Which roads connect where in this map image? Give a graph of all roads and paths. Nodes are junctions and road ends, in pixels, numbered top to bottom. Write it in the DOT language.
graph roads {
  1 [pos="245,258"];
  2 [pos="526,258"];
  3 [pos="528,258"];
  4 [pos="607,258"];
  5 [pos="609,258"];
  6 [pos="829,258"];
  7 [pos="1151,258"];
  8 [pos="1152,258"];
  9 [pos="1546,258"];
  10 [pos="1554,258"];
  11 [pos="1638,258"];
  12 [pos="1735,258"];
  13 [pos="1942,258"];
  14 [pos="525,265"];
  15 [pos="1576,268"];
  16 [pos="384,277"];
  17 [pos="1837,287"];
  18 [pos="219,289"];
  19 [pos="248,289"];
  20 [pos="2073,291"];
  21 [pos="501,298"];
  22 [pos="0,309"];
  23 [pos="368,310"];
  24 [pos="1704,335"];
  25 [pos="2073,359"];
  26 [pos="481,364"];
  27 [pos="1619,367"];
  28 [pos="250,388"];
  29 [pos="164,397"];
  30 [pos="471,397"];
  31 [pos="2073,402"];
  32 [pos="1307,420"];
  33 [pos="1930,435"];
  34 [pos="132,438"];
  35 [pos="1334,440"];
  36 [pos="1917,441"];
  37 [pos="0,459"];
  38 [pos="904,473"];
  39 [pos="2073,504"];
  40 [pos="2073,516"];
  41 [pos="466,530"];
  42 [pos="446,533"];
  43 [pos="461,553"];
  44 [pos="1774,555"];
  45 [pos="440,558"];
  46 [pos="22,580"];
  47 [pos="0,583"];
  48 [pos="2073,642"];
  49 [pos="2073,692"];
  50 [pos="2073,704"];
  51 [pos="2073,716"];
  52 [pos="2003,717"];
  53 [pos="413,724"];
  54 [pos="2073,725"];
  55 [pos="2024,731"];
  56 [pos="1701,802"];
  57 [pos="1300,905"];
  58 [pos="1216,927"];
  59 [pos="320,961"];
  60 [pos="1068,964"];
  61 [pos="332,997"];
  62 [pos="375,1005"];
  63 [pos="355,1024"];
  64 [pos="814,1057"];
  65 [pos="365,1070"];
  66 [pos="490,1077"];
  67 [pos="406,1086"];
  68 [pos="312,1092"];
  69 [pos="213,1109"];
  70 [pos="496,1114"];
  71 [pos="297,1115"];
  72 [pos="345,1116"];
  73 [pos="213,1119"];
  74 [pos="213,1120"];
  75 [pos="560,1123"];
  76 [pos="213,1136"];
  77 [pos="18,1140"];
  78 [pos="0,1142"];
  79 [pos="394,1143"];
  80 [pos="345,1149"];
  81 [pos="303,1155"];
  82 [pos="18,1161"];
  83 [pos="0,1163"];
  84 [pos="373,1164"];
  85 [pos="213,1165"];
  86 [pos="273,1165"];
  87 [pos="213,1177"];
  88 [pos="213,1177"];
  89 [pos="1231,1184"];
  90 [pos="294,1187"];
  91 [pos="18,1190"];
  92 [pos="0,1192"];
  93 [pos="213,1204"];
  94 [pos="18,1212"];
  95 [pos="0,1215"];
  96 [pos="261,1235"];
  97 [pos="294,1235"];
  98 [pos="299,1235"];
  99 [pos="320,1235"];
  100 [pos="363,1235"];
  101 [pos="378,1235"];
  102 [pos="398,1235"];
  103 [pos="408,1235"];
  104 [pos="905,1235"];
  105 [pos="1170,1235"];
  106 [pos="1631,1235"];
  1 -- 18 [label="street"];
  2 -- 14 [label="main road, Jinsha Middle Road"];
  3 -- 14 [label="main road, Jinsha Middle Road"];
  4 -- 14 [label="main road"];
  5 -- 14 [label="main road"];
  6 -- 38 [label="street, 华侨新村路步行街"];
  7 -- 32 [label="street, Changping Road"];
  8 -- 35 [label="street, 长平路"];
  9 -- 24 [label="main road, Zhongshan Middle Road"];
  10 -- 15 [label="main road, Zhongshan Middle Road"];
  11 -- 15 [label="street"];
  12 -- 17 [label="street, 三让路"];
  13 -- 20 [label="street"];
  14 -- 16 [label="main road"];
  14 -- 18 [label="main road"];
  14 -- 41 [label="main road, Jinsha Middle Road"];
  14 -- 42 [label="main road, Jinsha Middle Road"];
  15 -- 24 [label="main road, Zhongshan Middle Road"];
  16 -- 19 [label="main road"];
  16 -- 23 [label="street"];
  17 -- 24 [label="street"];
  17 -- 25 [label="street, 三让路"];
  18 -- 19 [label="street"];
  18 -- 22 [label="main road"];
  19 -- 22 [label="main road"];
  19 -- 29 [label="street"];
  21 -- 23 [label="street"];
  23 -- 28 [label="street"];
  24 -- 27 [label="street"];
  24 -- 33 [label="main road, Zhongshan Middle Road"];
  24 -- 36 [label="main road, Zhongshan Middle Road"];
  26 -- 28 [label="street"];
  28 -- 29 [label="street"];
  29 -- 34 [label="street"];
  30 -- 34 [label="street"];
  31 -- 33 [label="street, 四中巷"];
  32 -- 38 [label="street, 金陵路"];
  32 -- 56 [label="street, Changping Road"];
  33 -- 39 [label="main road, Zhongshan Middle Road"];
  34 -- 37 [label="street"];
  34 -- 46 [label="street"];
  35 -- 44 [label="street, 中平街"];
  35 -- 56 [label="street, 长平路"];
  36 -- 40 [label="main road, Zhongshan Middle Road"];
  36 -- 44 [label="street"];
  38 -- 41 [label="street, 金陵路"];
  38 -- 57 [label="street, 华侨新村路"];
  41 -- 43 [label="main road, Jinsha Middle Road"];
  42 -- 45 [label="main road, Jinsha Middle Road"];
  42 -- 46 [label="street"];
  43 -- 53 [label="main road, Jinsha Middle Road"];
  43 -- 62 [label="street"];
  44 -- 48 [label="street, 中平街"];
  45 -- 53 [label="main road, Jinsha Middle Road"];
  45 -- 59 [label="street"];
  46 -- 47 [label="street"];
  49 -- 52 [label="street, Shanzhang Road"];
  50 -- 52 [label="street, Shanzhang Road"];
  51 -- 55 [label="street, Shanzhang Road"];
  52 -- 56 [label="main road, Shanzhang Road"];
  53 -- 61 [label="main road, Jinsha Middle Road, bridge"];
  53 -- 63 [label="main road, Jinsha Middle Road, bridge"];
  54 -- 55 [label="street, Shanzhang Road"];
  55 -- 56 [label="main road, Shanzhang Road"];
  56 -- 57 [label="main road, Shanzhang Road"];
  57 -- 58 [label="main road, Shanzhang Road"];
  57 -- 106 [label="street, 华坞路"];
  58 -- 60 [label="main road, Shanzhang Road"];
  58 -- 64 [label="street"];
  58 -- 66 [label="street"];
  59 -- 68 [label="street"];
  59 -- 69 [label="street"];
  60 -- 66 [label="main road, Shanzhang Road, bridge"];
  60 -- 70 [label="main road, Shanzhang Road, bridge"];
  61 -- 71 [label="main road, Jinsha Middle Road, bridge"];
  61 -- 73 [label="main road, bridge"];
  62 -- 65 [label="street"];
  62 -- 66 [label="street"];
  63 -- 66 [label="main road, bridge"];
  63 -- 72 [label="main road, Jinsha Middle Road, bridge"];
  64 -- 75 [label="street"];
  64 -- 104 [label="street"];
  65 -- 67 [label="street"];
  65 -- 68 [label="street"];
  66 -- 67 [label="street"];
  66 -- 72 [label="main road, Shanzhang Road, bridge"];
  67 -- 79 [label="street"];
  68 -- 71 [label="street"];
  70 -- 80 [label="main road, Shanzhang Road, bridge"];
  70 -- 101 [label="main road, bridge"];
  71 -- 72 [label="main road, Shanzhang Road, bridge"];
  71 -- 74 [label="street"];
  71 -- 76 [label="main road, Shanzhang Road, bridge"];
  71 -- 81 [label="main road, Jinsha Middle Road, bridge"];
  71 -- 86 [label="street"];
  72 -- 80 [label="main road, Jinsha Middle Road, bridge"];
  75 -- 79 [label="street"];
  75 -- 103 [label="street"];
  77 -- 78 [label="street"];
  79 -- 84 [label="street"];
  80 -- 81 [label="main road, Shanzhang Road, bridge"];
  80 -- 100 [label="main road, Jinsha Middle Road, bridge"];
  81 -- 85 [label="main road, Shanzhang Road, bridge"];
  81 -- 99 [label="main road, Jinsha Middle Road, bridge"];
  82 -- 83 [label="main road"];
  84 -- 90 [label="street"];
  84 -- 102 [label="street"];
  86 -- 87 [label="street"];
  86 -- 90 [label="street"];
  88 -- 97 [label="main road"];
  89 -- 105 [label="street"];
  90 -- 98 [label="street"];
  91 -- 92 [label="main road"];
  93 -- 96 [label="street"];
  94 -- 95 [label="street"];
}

▸ THE PROBLEM: Copy out, from the listing above, every line that contains the string "roads".

▸ TASK OUTPUT:
Which roads connect where in this map image? Give a graph of all roads and paths. Nodes are junctions and road ends, in pixels, numbered top to bottom. Write it in the DOT language.
graph roads {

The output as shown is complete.